Before WW2, France and England extracted (a LOT of) tax, without doing anything, from Germany. That's how the wealthy in France and England got richer, you know, without producing anything.

Before WW1, the Ottoman empire (the "islamic world" as people like to refer it now) extracted wealth, by capturing slaves and forcing them, at gunpoint (well "at knifepoint", and by simply letting them starve chained up in ditches until they worked), from essentially all of Africa. By the end of the slave trade, Europe participated. Again, let's not pretend that either the caliphs or sultans or royal houses used what was effectively unlimited free labor to end poverty.
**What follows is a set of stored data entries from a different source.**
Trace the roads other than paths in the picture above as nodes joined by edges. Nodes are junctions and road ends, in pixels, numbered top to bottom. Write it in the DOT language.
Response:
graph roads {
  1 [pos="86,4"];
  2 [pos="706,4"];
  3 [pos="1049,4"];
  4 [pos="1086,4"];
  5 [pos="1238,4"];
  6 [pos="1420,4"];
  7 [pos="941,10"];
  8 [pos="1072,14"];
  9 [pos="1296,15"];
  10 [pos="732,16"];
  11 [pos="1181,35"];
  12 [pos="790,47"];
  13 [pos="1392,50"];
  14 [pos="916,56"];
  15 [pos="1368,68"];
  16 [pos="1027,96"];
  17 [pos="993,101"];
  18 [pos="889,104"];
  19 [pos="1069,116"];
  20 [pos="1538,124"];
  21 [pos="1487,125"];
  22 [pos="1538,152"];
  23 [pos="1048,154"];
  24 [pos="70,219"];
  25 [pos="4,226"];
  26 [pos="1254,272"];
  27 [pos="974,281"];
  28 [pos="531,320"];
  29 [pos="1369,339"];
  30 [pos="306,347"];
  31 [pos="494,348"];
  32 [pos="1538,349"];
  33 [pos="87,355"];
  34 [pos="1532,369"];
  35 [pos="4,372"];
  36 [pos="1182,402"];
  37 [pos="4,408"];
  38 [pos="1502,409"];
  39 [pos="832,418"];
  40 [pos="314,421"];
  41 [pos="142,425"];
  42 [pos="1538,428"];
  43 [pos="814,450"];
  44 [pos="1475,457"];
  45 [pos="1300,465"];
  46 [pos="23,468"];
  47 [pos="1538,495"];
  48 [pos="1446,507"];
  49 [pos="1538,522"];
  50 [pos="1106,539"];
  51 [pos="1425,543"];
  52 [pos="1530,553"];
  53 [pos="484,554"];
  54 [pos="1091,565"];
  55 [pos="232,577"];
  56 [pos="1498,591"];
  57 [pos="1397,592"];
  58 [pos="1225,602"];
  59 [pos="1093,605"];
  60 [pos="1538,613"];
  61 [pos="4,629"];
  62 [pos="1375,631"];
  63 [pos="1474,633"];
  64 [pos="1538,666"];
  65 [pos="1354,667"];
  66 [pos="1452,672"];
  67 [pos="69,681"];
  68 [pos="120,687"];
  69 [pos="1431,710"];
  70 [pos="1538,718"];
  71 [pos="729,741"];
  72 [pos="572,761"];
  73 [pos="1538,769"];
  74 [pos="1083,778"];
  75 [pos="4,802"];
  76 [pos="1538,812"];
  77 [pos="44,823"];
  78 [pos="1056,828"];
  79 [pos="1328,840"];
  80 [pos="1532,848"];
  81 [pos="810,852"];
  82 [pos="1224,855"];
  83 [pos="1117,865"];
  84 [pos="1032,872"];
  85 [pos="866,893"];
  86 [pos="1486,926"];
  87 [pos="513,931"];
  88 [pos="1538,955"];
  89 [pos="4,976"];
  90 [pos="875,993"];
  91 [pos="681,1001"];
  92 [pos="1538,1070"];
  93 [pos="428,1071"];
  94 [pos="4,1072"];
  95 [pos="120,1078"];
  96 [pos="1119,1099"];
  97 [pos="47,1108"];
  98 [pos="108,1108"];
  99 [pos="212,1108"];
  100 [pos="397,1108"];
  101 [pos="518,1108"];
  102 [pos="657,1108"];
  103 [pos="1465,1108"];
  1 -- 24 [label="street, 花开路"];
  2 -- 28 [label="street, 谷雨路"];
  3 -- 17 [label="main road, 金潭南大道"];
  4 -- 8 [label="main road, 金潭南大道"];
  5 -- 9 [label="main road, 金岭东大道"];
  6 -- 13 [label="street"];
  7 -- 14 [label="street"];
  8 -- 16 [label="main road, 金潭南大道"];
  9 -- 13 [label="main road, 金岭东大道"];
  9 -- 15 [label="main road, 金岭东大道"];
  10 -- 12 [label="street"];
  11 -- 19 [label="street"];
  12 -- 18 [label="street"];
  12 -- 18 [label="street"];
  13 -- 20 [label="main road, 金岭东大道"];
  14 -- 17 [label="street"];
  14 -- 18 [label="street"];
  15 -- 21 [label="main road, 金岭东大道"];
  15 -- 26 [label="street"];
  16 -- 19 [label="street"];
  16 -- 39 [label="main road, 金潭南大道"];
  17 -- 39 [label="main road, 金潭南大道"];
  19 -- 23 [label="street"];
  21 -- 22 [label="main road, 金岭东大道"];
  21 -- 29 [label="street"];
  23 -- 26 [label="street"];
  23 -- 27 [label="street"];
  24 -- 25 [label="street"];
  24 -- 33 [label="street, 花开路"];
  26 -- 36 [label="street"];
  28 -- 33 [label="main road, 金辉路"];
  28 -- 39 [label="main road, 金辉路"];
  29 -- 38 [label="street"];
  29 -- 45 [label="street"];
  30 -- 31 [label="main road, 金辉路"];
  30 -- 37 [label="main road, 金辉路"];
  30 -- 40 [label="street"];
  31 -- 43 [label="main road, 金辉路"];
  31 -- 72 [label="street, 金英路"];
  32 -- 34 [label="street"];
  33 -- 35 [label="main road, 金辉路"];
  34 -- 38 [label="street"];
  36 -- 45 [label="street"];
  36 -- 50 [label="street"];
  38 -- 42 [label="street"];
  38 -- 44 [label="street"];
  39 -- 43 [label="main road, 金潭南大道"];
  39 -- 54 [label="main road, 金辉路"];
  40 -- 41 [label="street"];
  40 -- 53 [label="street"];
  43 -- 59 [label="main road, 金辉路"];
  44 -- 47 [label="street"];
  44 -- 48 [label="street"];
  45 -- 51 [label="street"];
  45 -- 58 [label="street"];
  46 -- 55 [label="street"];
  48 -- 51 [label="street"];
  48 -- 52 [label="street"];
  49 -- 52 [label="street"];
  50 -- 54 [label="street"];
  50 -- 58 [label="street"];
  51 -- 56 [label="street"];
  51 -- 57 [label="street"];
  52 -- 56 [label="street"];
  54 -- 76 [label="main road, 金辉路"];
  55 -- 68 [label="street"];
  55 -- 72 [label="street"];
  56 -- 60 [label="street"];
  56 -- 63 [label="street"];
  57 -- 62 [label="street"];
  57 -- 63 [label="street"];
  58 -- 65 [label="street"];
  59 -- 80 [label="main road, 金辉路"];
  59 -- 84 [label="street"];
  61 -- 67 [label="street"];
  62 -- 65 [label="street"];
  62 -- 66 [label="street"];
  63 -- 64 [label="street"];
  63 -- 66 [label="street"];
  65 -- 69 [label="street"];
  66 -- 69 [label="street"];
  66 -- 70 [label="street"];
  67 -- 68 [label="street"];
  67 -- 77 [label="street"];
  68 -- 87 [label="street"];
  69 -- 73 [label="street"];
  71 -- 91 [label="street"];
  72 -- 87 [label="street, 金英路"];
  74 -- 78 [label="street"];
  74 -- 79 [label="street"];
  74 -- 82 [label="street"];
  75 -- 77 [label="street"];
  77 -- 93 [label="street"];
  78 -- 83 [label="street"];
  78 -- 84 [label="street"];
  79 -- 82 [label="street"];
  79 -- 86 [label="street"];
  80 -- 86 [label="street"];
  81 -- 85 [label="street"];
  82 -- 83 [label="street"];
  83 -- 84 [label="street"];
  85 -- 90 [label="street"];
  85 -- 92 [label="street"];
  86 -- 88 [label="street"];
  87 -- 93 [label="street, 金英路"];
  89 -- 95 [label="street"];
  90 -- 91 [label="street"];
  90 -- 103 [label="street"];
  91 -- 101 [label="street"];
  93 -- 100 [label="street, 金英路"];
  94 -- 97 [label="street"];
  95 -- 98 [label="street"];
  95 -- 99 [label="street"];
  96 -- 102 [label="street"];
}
In fact they made it a lot worse, everywhere, from England to "the islamic world" to India.

You can go back thousands and thousands of years and compare the many situations (e.g. people would not tax foreign nations directly but tax things they needed, sometimes as dramatically as water, but lots of things, including access to international trade), but it goes back very, very, very far. The story of the Minotaur (slaves, militarily extracted from foreign nations would be thrown to a beast if they didn't work). The Exodus story. The Vedas. Right up to the story of Epic of Gilgamesj.

The comment you're replying to is a scream that this situation must be restarted. The US does wealth extraction, and, read the comment, their point is not that they want wealth extraction to stop. No. They want to ... uh ... participate in it.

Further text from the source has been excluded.